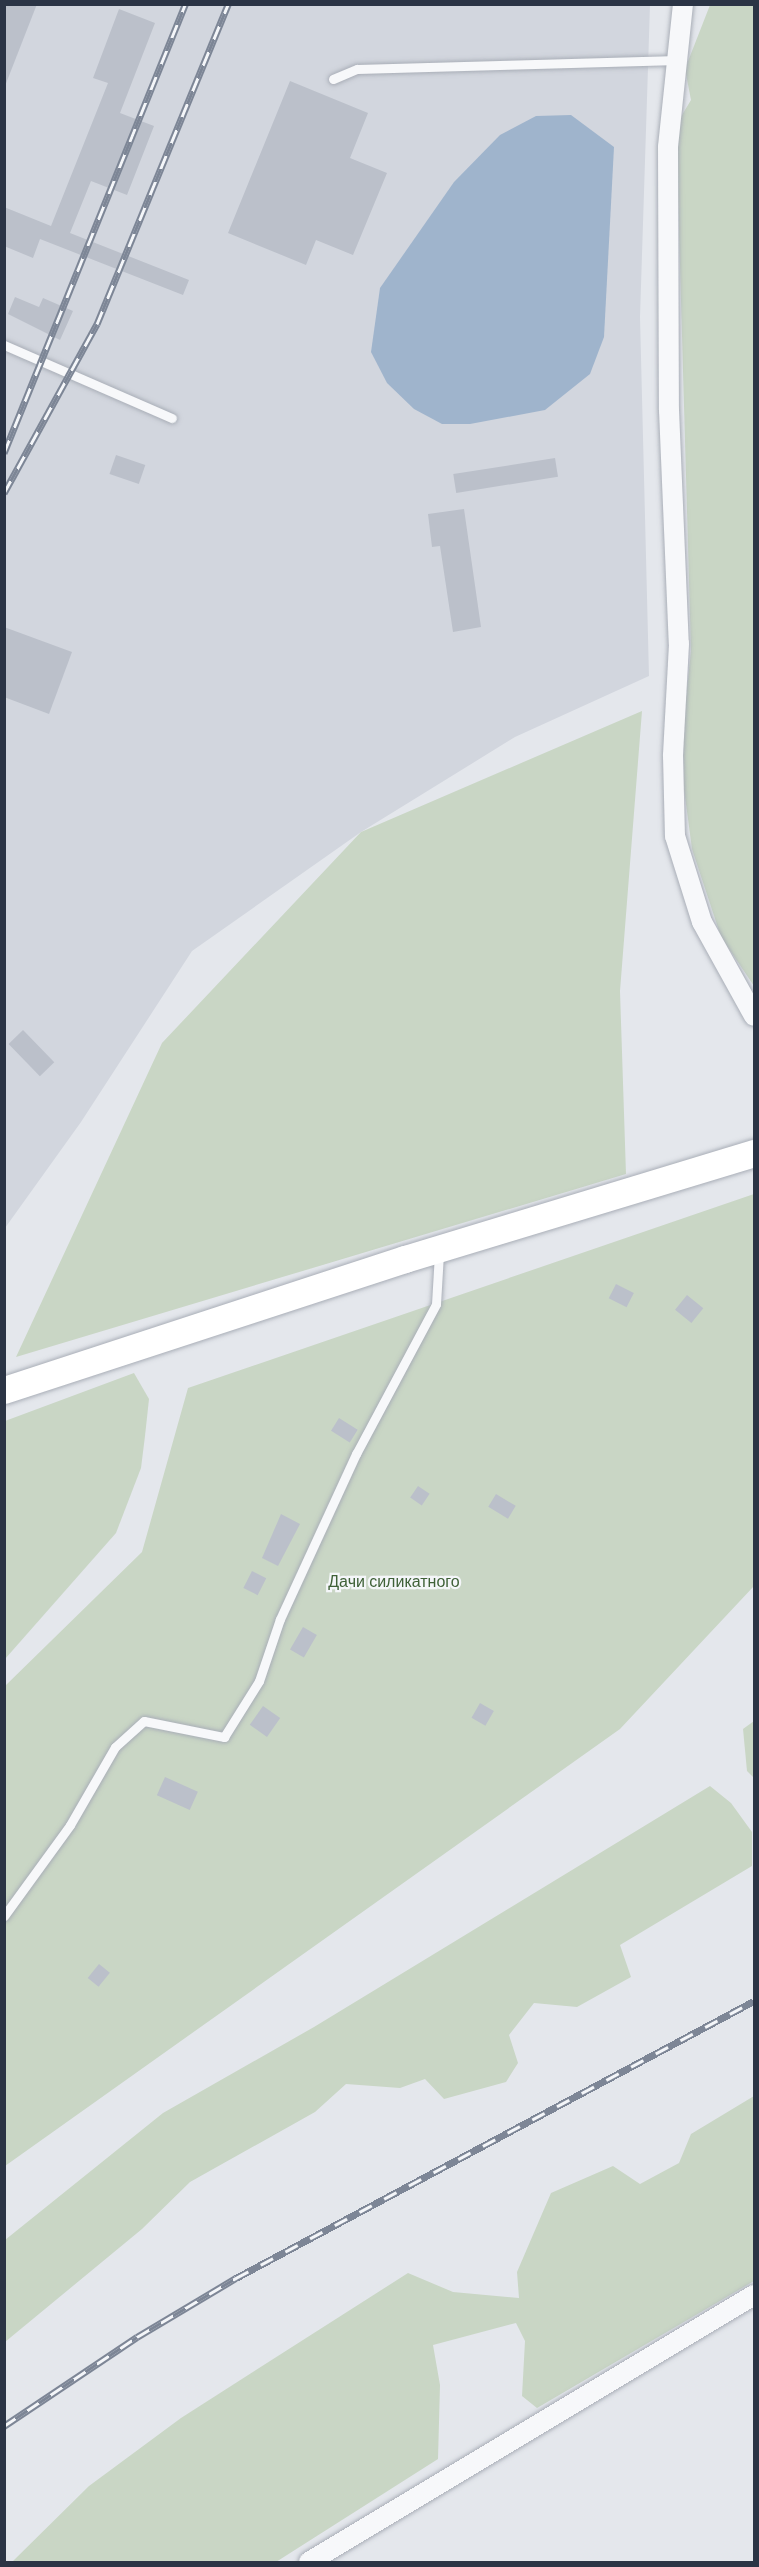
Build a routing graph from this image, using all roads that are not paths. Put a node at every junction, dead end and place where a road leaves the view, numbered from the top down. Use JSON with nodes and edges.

☆ ☆ ☆ ☆ ☆

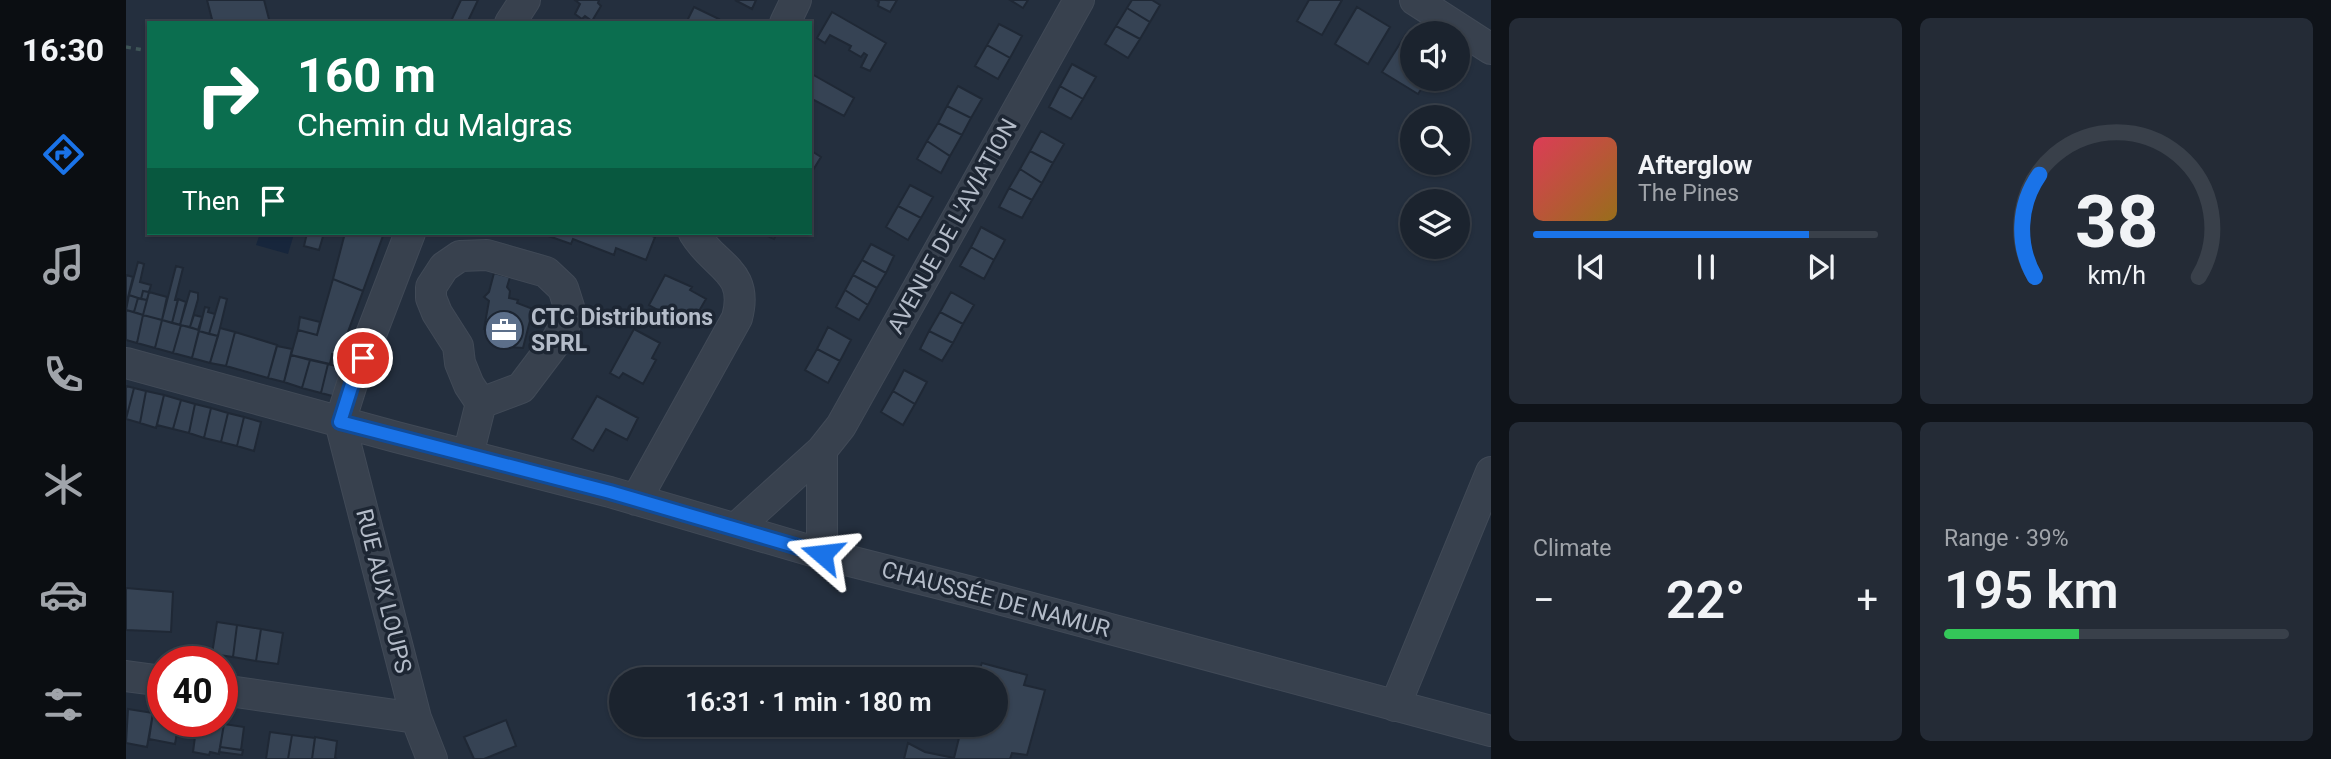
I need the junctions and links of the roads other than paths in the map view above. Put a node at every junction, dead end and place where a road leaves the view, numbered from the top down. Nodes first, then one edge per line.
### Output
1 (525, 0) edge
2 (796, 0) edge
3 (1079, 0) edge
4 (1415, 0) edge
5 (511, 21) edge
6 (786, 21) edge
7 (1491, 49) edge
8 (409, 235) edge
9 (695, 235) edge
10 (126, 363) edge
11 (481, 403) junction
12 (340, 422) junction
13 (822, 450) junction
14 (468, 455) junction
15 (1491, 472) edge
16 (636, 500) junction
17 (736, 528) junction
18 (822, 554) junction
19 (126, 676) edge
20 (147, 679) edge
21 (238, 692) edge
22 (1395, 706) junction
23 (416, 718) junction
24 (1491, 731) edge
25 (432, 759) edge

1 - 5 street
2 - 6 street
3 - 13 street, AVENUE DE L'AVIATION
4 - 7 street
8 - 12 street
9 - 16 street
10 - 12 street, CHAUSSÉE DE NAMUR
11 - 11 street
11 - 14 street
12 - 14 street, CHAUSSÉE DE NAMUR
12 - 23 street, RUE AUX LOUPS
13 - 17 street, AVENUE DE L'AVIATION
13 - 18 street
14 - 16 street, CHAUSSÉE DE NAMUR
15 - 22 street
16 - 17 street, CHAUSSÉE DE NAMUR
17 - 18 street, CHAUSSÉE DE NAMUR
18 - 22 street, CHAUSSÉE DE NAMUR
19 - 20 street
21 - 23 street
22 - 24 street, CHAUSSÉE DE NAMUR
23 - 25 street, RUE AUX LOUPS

☆ ☆ ☆ ☆ ☆

◆ Exercise prompt ◆
The lines of the records that contain the string "paths" should be located and copied.

◆ Task solution ◆
Build a routing graph from this image, using all roads that are not paths. Put a node at every junction, dead end and place where a road leaves the view, numbered from the top down. Use JSON with nodes and edges.
I need the junctions and links of the roads other than paths in the map view above. Put a node at every junction, dead end and place where a road leaves the view, numbered from the top down. Nodes first, then one edge per line.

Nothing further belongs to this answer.